INTRODUCTION
Social determinants of health (SDOH) such as education level, economic stability, social and community context, health and health care, and the neighborhood and built environment have been recognized as important factors influencing various health outcomes.1 Contributing to SDOH is a person’s socioeconomic status (SES), a measure based on an individual’s education level, income, and occupation in relation to others.2 In orthopaedic surgery, these various SDOHs and an individual’s SES may contribute to disease development, risk of traumatic injury, access to health care, and outcomes following operative or nonoperative interventions, often reported as patient-reported outcomes (PROs).3 Although more research has recently focused on the association of certain SDOH on various PROs in orthopaedic surgery,3 it has yet to be clearly defined how factors such as education level, access to transportation, and an individual’s home environment influence self-reported outcomes in orthopaedic trauma patients.
It has been well-established that educational level impacts health through various mechanisms, including neurological development, health literacy, patient health behaviors, and providing patients with a sense of control and empowerment.4 Studies have further demonstrated that a lower educational level is a predictor for worse long-term outcomes following the surgical management of injuries such as fracture nonunions5 and unstable ankle fractures.6 Similarly, studies have found that a higher educational level is associated with higher health-related quality of life after total hip arthroplasty7 and total knee arthroplasty.8 Although more research has recently focused on the association of SDOH with various PROs in orthopaedic surgery,3 it is yet to be clearly defined how factors such as education level influence self-reported outcomes in orthopaedic trauma patients. Additionally, it is difficult to generalize results from non-orthopaedic trauma studies to a population of orthopaedic trauma surgery patients.

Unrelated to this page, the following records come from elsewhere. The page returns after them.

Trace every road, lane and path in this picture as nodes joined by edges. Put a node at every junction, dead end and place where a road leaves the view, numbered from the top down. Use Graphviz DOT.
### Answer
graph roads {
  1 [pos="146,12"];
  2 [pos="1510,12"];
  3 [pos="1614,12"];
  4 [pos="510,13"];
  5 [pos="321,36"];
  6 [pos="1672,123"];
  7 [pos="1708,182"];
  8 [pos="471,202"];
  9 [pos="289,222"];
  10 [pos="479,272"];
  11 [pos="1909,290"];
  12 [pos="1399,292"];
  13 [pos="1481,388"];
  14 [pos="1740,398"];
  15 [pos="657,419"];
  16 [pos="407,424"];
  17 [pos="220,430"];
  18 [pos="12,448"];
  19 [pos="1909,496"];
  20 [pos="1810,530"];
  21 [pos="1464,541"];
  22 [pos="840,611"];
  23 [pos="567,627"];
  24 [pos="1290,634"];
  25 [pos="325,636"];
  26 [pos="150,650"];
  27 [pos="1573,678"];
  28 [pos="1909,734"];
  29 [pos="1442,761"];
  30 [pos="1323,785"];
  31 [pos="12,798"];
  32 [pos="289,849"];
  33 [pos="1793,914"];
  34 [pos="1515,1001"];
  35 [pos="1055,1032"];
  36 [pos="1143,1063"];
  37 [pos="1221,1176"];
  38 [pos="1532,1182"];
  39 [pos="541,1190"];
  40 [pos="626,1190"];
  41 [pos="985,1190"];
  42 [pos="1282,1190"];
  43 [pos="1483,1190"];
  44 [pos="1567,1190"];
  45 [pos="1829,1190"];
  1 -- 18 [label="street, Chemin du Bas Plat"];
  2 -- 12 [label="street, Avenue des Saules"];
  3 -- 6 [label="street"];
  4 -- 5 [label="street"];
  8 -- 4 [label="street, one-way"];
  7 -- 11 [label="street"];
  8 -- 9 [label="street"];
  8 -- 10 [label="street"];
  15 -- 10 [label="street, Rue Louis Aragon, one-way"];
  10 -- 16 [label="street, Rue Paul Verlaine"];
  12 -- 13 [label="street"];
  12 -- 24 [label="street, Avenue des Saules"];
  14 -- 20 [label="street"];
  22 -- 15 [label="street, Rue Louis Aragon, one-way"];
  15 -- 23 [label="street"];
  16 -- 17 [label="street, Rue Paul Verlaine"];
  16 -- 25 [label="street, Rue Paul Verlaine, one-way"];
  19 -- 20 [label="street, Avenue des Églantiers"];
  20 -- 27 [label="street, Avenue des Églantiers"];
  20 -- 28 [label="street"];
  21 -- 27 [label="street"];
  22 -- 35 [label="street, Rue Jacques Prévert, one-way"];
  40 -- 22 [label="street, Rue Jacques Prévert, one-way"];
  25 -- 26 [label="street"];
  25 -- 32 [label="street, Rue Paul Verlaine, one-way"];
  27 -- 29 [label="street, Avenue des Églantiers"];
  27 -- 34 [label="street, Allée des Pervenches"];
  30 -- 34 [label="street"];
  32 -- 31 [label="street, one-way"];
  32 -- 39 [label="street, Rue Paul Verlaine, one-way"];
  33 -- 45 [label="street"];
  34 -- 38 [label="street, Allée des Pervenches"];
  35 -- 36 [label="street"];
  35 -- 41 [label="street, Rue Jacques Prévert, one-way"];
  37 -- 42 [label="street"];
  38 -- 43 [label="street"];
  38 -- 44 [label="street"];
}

Further, a lack of transportation is a commonly cited barrier to healthcare access in the United States. Individually, poor transportation access can lead to missed appointments, delayed or irregular care, and lower healthcare utilization, particularly for people of lower SES and minorities.9 On a population level, transportation barriers to healthcare access are associated with worse population health10 and higher healthcare use and costs.11 However, while studies on transportation barriers to healthcare access have focused on delayed or missed appointments, medication use, population health, and healthcare use and costs, few have investigated the effects on patient outcomes, particularly after orthopaedic trauma surgery in urban areas.12–14 As such, there remains a paucity of data regarding the effect of transportation on PROs.
Interestingly, the relationship between the physical challenges the home environment can present and PROs has been largely understudied. Studies have shown that patients discharged to a non-home location are more likely to experience adverse events,15 which poses an issue considering that a large subset of orthopaedic trauma patients, such as those treated for hip fractures, are not immediately discharged home but rather to inpatient rehabilitation facilities16 or other alternative locations. Further, it is yet to be determined how physical challenges, such as stairs in the house, impact PROs over time.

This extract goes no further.